L’Associazione “La Speranza”chiede un incontro al Prefetto di Taranto

Politica & Diritti

CRISPIANO – Il presidente dell’Associazione “La Speranza” Francesco Ippolito, in qualità di assicurato e grande invalido Inail e in rappresentanza degli associati, tutti grandi invalidi Inail, con patologie ricadenti nei casi di cui all’art. 35 del nomenclatore tariffario inail, ha inviata una missiva al Prefetto di Taranto per sollecitare un incontro chiesto il 13 febbraio 2019 al direttore regionale, per poter discutere e chiarire i criteri adottati dalla sede di Taranto per la evasione delle richieste di autorizzazioni di ausili e loro dispositivi, cosi come previsto dal nomenclatore tariffario.

Imbarazzante l’assoluto silenzio della direzione Regionale- scrive Ippolito e aggiunge: “sono convinto, come già espresso in altre comunicazioni sia verbali che scritte, che, il sicuro obiettivo dell’istituto Inail sia quello di raggiungere una completa valorizzazione delle residue capacità per una piena integrazione della persona affetta da disabilità in ambito familiare, sociale e lavorativo. Sono eccellenti anche tutti i dispositivi e/o ausili forniti dall’istituto per tutte le patologie degli assicurati. Il Regolamento, come noto, è considerato un documento basilare perle attività svolte dell‘Inail per favorire il recupero dell’integrità fisica e psichica delle persone con disabilità da lavoro ed è anche uno degli strumenti fondamentali per l’attuazione del sistema di “tutela globale ed integrata” che l’Istituto intende garantire ai propri assicurati, come esposto dal Presidente Inail dott. Massimo De Felice in occasione dell’applicazione del regolamento vigente (circ. Inail 23 dicembre n° 61/2011). Ormai da anni la sede Inail di Taranto, competente per territorio, ha adottato una prassi applicativa del citato art. 35 sostanzialmente elusiva dagli obblighi di Codesto Istituto nei confronti dei grandi invalidi aventi diritto alle prestazioni previste. Tale situazione persiste, nonostante le varie segnalazioni più volte operate.

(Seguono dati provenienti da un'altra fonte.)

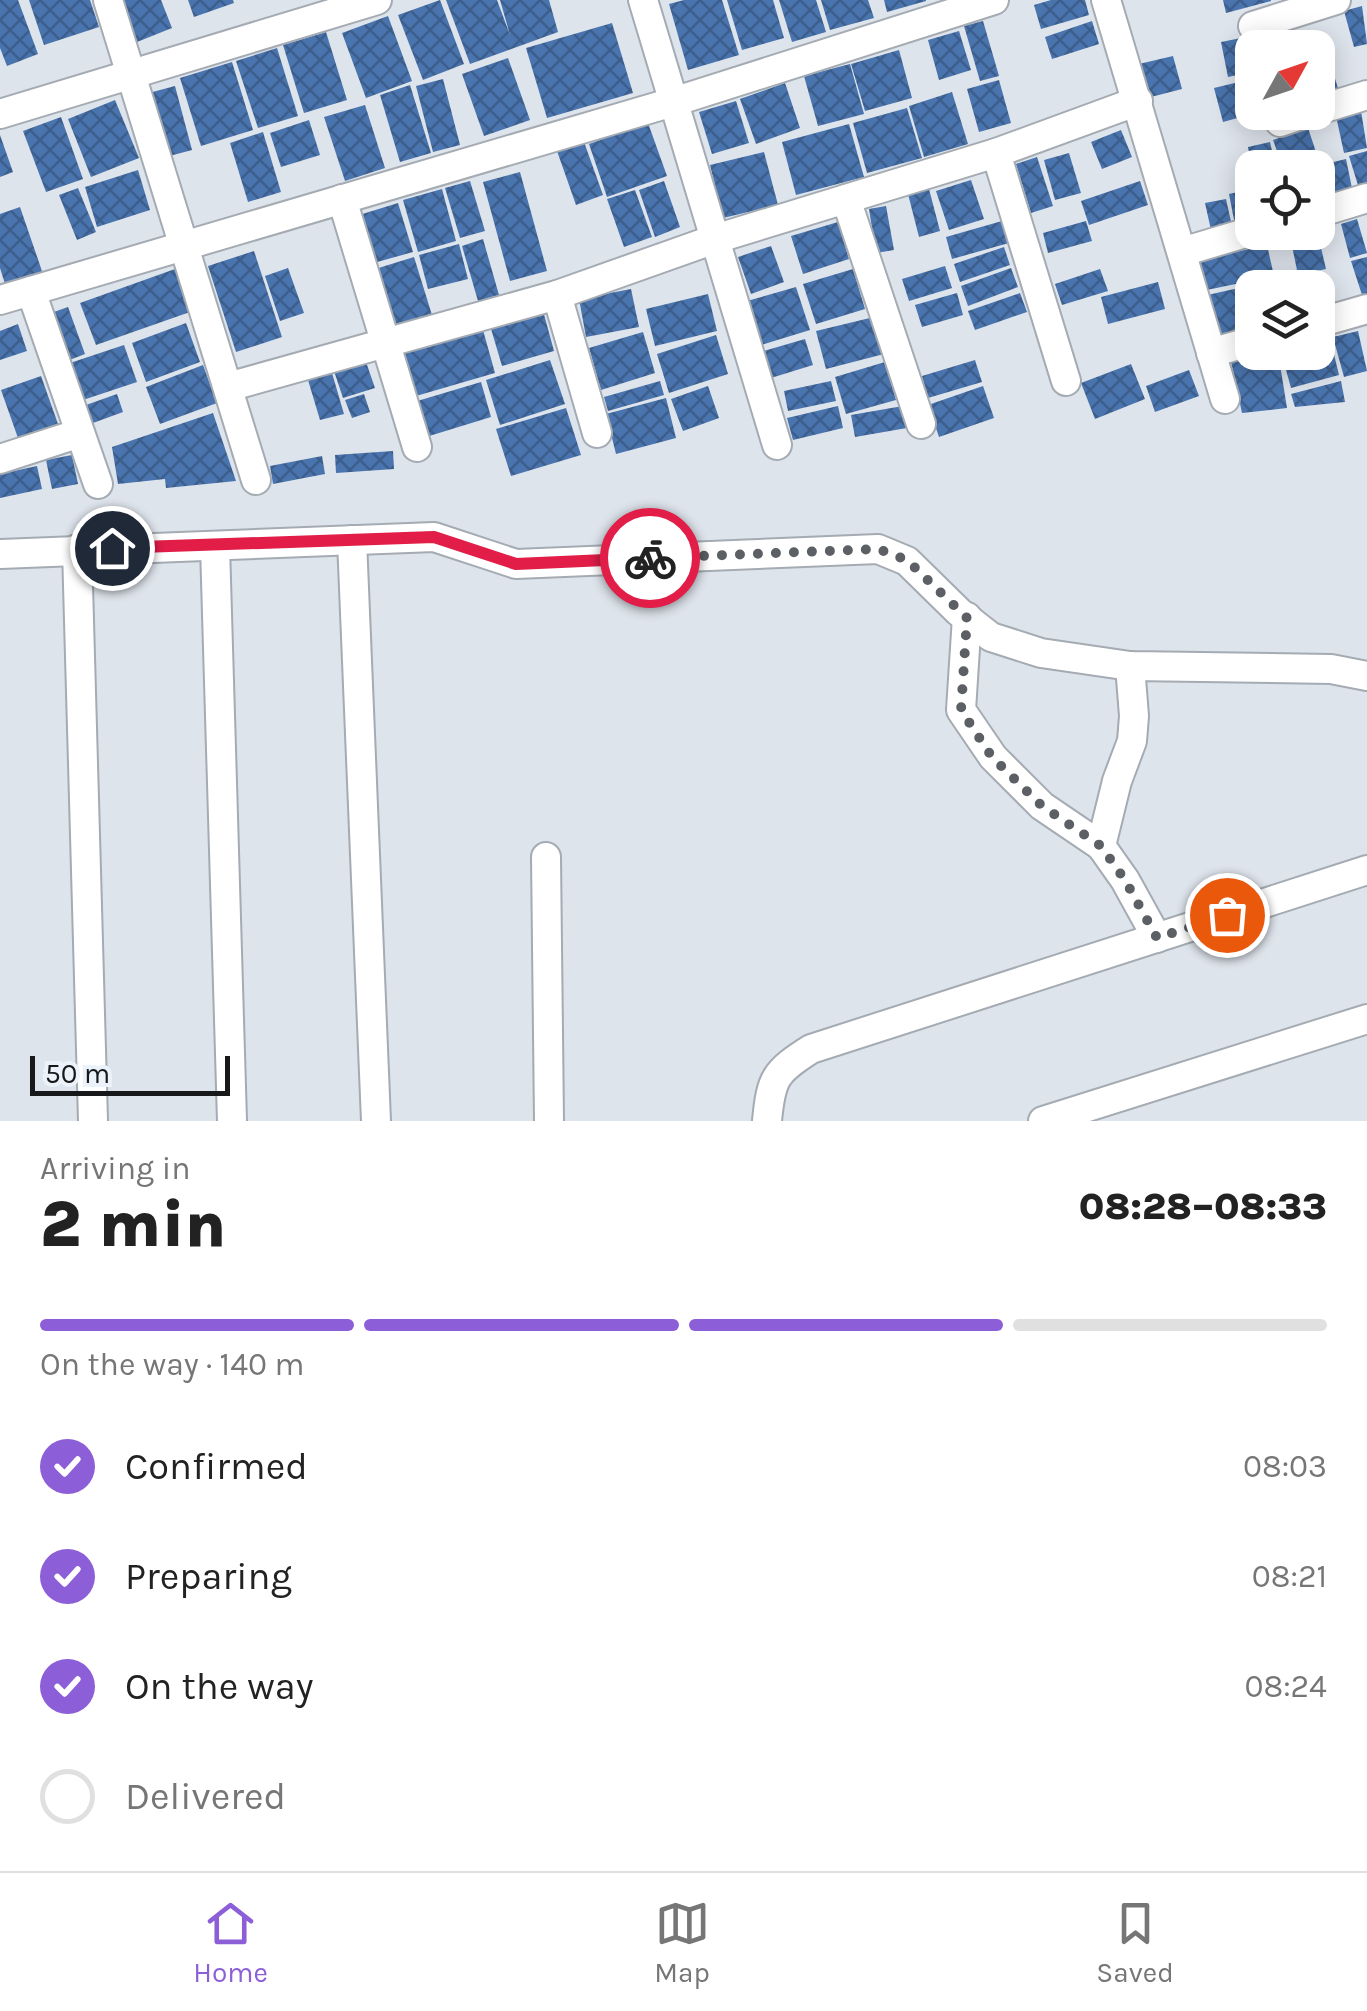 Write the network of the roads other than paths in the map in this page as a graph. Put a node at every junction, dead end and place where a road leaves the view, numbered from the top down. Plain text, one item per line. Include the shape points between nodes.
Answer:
1 (108, 0) edge
2 (377, 0) edge
3 (643, 0) edge
4 (994, 0) edge
5 (1106, 0) edge
6 (1336, 0) edge
7 (1253, 26) dead end
8 (133, 74) junction
9 (1367, 94) edge
10 (1138, 101) junction
11 (673, 102) junction
12 (1335, 104) edge
13 (0, 114) edge
14 (996, 154) junction
15 (1367, 198) edge
16 (342, 199) junction
17 (846, 199) junction
18 (1335, 207) edge
19 (1235, 236) edge
20 (715, 238) junction
21 (185, 245) junction
22 (1182, 252) junction
23 (31, 291) junction
24 (557, 295) junction
25 (0, 300) edge
26 (1367, 309) edge
27 (1335, 318) edge
28 (386, 344) junction
29 (1235, 346) edge
30 (1211, 353) junction
31 (1066, 381) dead end
32 (228, 387) junction
33 (1224, 399) dead end
34 (921, 424) dead end
35 (80, 432) junction
36 (597, 433) dead end
37 (777, 445) dead end
38 (417, 447) dead end
39 (0, 459) edge
40 (256, 480) dead end
41 (98, 484) dead end
42 (352, 540) junction
43 (215, 546) junction
44 (77, 549) junction
45 (0, 554) edge
46 (967, 618) junction
47 (1130, 666) junction
48 (1367, 676) edge
49 (1101, 846) junction
50 (546, 857) dead end
51 (1367, 870) edge
52 (1157, 938) junction
53 (1367, 1019) edge
54 (93, 1121) edge
55 (232, 1121) edge
56 (376, 1121) edge
57 (549, 1121) edge
58 (767, 1121) edge
59 (1043, 1121) edge

1 - 8 street
2 - 8 street
3 - 11 street
4 - 11 street
5 - 10 street
6 - 7 street
8 - 13 street
8 - 21 street
9 - 12 street
10 - 14 street
10 - 22 street
11 - 16 street
11 - 20 street
14 - 17 street
14 - 31 street
15 - 18 street
16 - 21 street
16 - 28 street
17 - 20 street
17 - 34 street
19 - 22 street
20 - 24 street
20 - 37 street
21 - 23 street
21 - 32 street
22 - 30 street
23 - 25 street
23 - 35 street
24 - 28 street
24 - 36 street
26 - 27 street
28 - 32 street
28 - 38 street
29 - 30 street
30 - 33 street
32 - 40 street
35 - 39 street
35 - 41 street
42 - 43 street
42 - 46 street via 434,537 516,564 878,549 907,560
42 - 56 street
43 - 44 street
43 - 55 street
44 - 45 street
44 - 54 street
46 - 47 street via 992,636 1041,654
46 - 49 street via 961,710 992,757 1042,806
47 - 48 street
47 - 49 street via 1132,741
49 - 52 street
50 - 57 street
51 - 52 street
52 - 58 street via 811,1049 770,1085
53 - 59 street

Considerato che il citato art. 35 si riferisce sostanzialmente a cinque patologie e cioè : tetraplegia, paraplegia, tetraparesi, paraparesi ed emiparesi, praticamente le più gravi, e che lo stesso è stato stilato in maniera quasi perfetta mettendo in evidenza i vari distinguo e lasciando poco spazio all’interpretazione, non si capisce come mai per la sede di Taranto questo non è applicabile. Numerose volte ho chiesto chiarimenti perla mancata erogazione degli ausili/dispositivi per la cura e l’igiene della persona ( punto 1.2 lettera ”a” e lettera ”f” dell’art. 35). Ancora più grave è che questi prodotti servono per prevenire la formazione delle piaghe da decubito e/o pressione, che per queste patologie sono devastanti. Alcuni grandi invalidi, da più di vent’anni su sedia a rotelle, mi hanno riferito che più volte nel tempo hanno richiesto la fornitura di clisma e di prodotti antisettici e antibatterici ma la risposta della sede è stata sempre la stessa owero che non fornisce questo tipo di materiale, accollando così un maggiore onere economico all’assicurato e soprattutto non attuando quello previsto dall’art. 35 dell’n.t.Considerato inoltre– prosegue il presidente dell’Associazione – che l’istituto Inail è un assicurazione obbligatoria per gli infortuni sul lavoro e malattie professionali e vista la gravosa incidenza economica che ha per tutte le aziende, imprese, lavoratori autonomi e industriali ( lo affermo per conoscenza personale, essendo ex titolare di impresa edile), e considerate anche le eventuali e carissime applicazioni di interessi per i giorni di ritardo pagamento dei premi Inail, il sottoscritto e i miei associati, vorremmo che con la stessa celerità e serietà, che l’istituto chiede ai propri contribuenti di versare i premi, facesse nell’applicazione del regolamento protesico.” Ippolito conclude auspicando di essere ascoltato, per poter metter fine a queste situazioni incresciose.